I'm new to Pandas/Python but am familiar with excel and what I'm trying to accomplish is essentially a v-lookup. I have a list of contract numbers that need to be compared to determine if each item in list A is in list B exactly time, if the item in list be has been matched to an item in list A then it cannot be matched again.

    coll = []
    coll = pd.DataFrame(coll)
    coll = coll.append([cardpay, achpay])


    audit0 = []
    audit0 = coll["Policy #"]
    audit0 = audit0.dropna()
    audit0 = pd.DataFrame(audit0)
    coll = coll.append([saves])
    coll.sort_values("UserName")
    coll = coll.reset_index(drop=True)

    audit1 = []
    audit1 = coll["PolicyNumber"]
    audit1 = audit1.dropna()
    audit1 = pd.DataFrame(audit1)

all of the data required is stored and sorted above

audit0 & 1 are redundant but make it easier to view for me

The count in "PolicyNumber" and "Policy #" do not match which has led to some issues in the

attempted solutions below

solution below leaves "Payment?" empty when prtined

    coll["Payment?"] = np.where((coll["PolicyNumber"].str.contains(str(audit0))), "yes", "no")

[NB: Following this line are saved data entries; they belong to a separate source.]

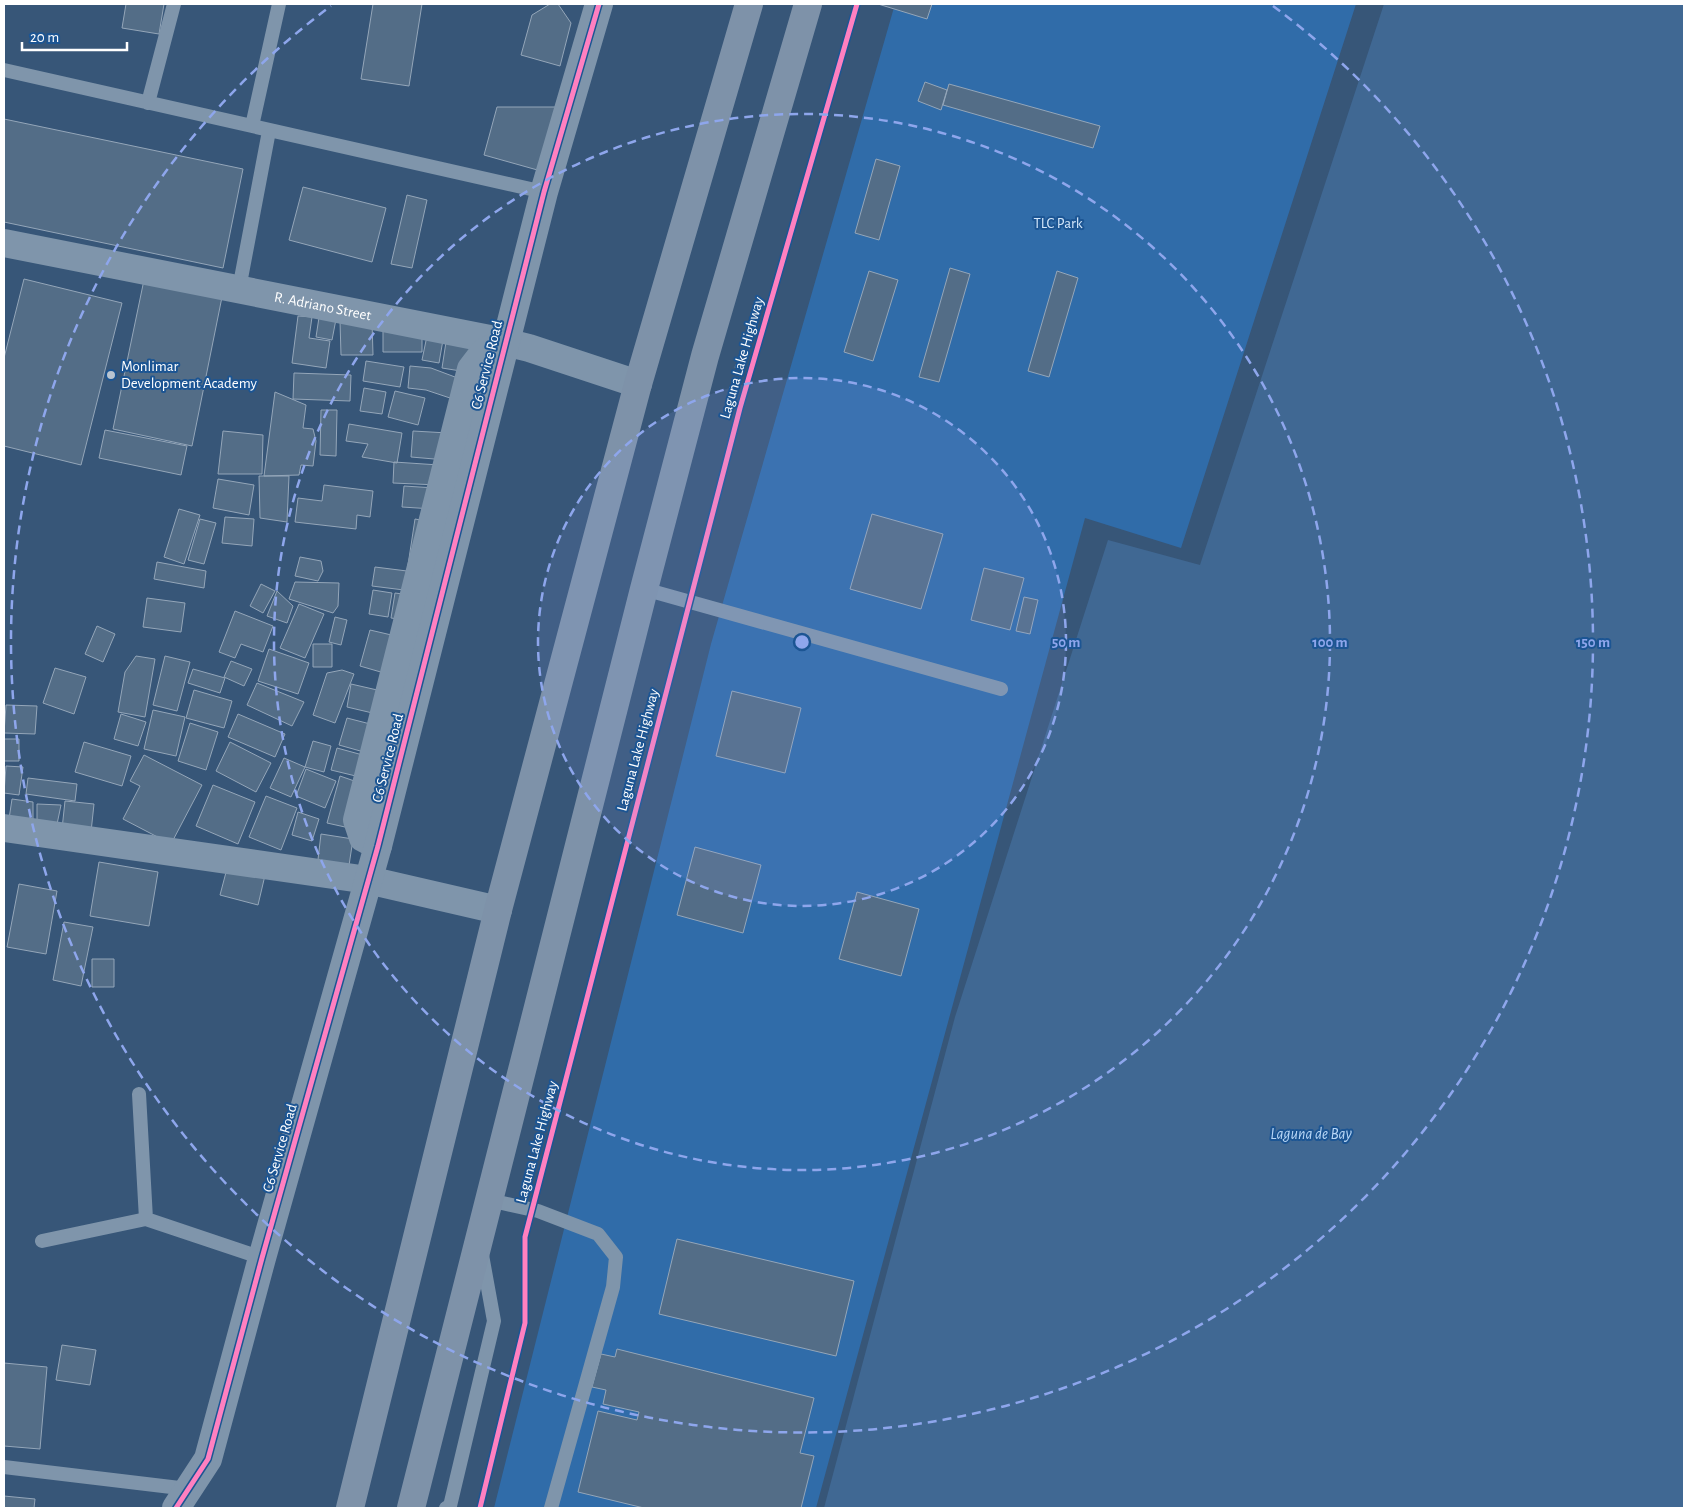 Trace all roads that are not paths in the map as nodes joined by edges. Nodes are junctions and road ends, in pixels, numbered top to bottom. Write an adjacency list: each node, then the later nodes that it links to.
1 (174, 4): 7 (lane)
2 (279, 4): 8 (lane)
3 (598, 4): 10 (street, C6 Service Road)
4 (748, 4): 14 (main road)
5 (808, 4): 15 (main road, Laguna Lake Highway)
6 (4, 70): 7 (lane)
7 (148, 103): 8 (lane)
8 (252, 126): 9 (lane)
9 (270, 131): 10 (lane); 12 (lane)
10 (544, 192): 13 (street, C6 Service Road)
11 (4, 243): 12 (street, R. Adriano Street)
12 (239, 289): 13 (street, R. Adriano Street)
13 (517, 345): 14 (street, R. Adriano Street); 18 (street, C6 Service Road)
14 (638, 384): 19 (main road)
15 (644, 589): 16 (lane); 21 (main road, Laguna Lake Highway)
16 (1001, 688)
17 (4, 828): 18 (street)
18 (368, 880): 19 (street); 25 (street, C6 Service Road)
19 (498, 910): 28 (main road)
20 (139, 1094): 22 (lane)
21 (489, 1200): 23 (main road, Laguna Lake Highway); 31 (lane)
22 (146, 1218): 24 (lane); 25 (lane)
23 (479, 1238): 29 (main road, Laguna Lake Highway); 30 (lane)
24 (42, 1241)
25 (262, 1258): 27 (street, C6 Service Road)
26 (4, 1467): 27 (lane)
27 (182, 1499)
28 (350, 1508)
29 (411, 1508)
30 (446, 1508)
31 (551, 1508) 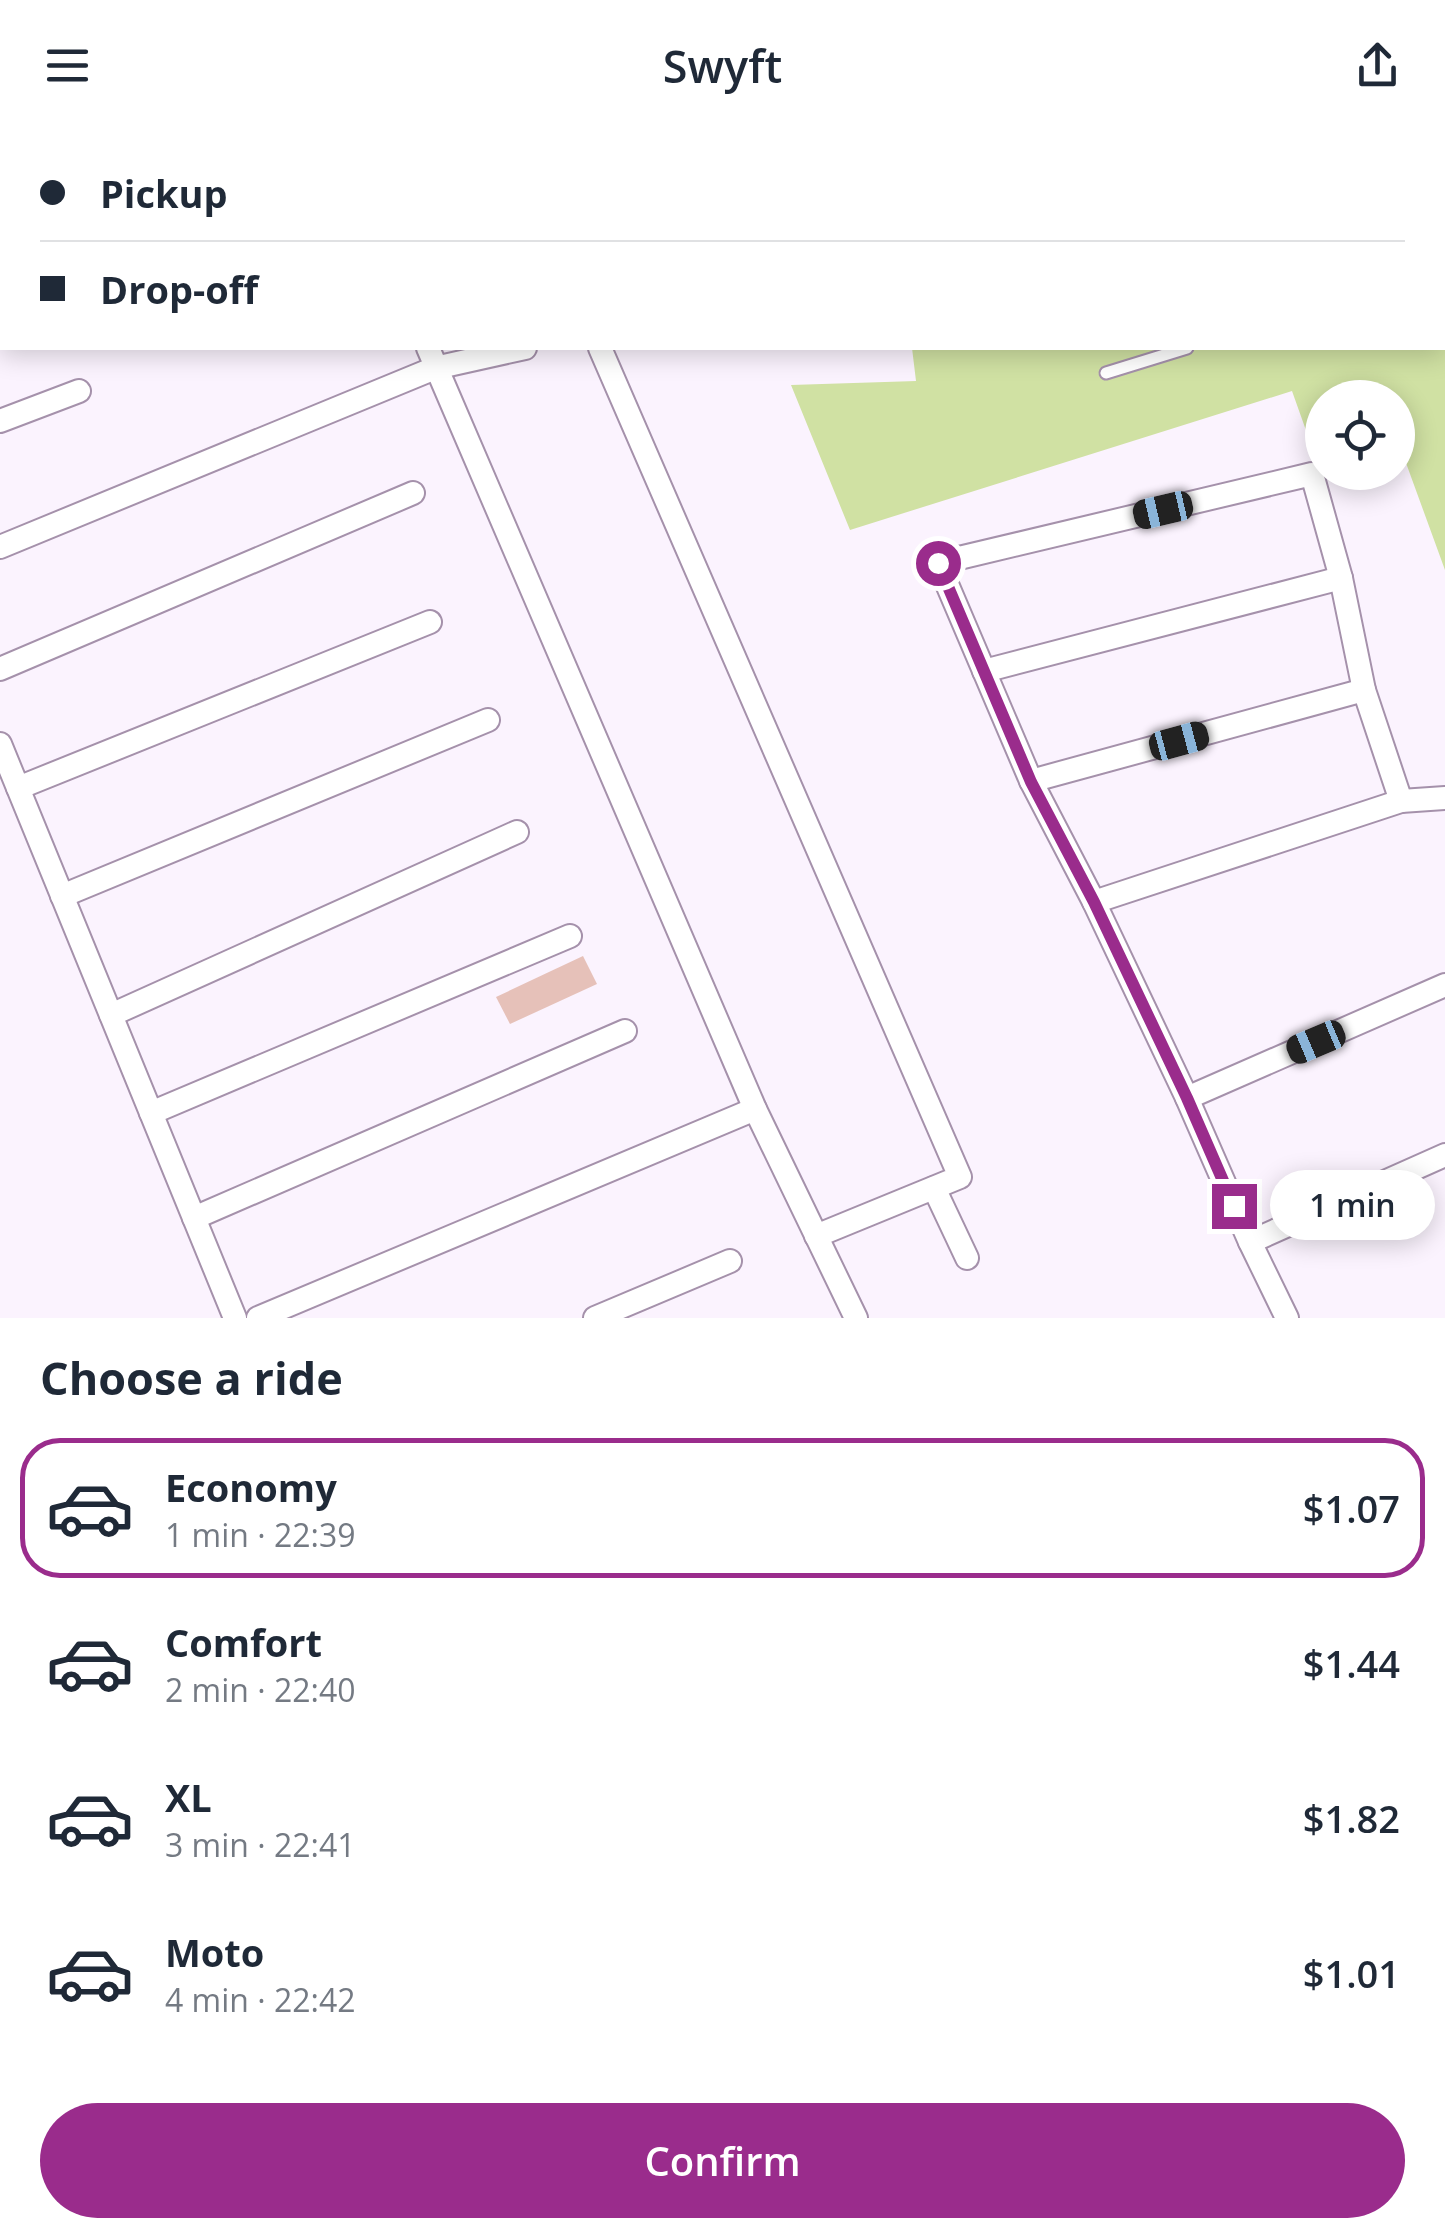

Solution below did not work but read this approach was not ideal along my trials

    for i, row in coll["PolicyNumber"]:
        if i == coll.loc[coll["Policy #"]]:
            print(True)
This gave error because the series are not of the same size(shape)
    coll["Payment?"] = coll.merge(coll[["PolicyNumber", "Policy #"]], on=["Policy #"], 
    how="right")

Any advice or maybe additional clarity on related posts that may answer my question already?

quaaalud
  • 13
  • 2

2 Answers2

0

You can use numpy broadcasting:

df1 = pd.DataFrame({
    'Policy #': [1,2,3]
})
df2 = pd.DataFrame({
    'Policy Number': [1, 1, 2, 4, 5]
})

a = df1['Policy #'].to_numpy()[:, None]
b = df2['Policy Number'].to_numpy()
count = (a == b).sum(axis=1)

df1[count == 1]

What is numpy broadcasting?

Code Different
  • 90,614
  • 16
  • 144
  • 163
  • Thank you for the suggestion but I still receive the error for the series not being the same length. I believe this is user error because of something else i have done to filter the data down and not your suggestion. – quaaalud Sep 11 '21 at 14:45
  • Did you miss the `[:, None]`? numpy broadcasting is designed for working with arrays of different lengths – Code Different Sep 11 '21 at 14:49
  • That was not the piece I missed originally but I must have messed something else up because re-attempting this solution gave the desired result! Thank you for your help! – quaaalud Sep 11 '21 at 16:07
0
  • convert listA to dictionaryA where dictionary keys are elements and values are counts - linear pass through listA. (see this for example)

  • convert listB to dictionaryB as above - linear pass through listB.

  • now, intersect set(dictionaryA) and set(dictionaryB) - these are common elements. common_elems = set(dictionaryA) & set(dictionaryB)

  • finally,

for elem in common_elems:
    if dictionaryB[elem] == 1: print elem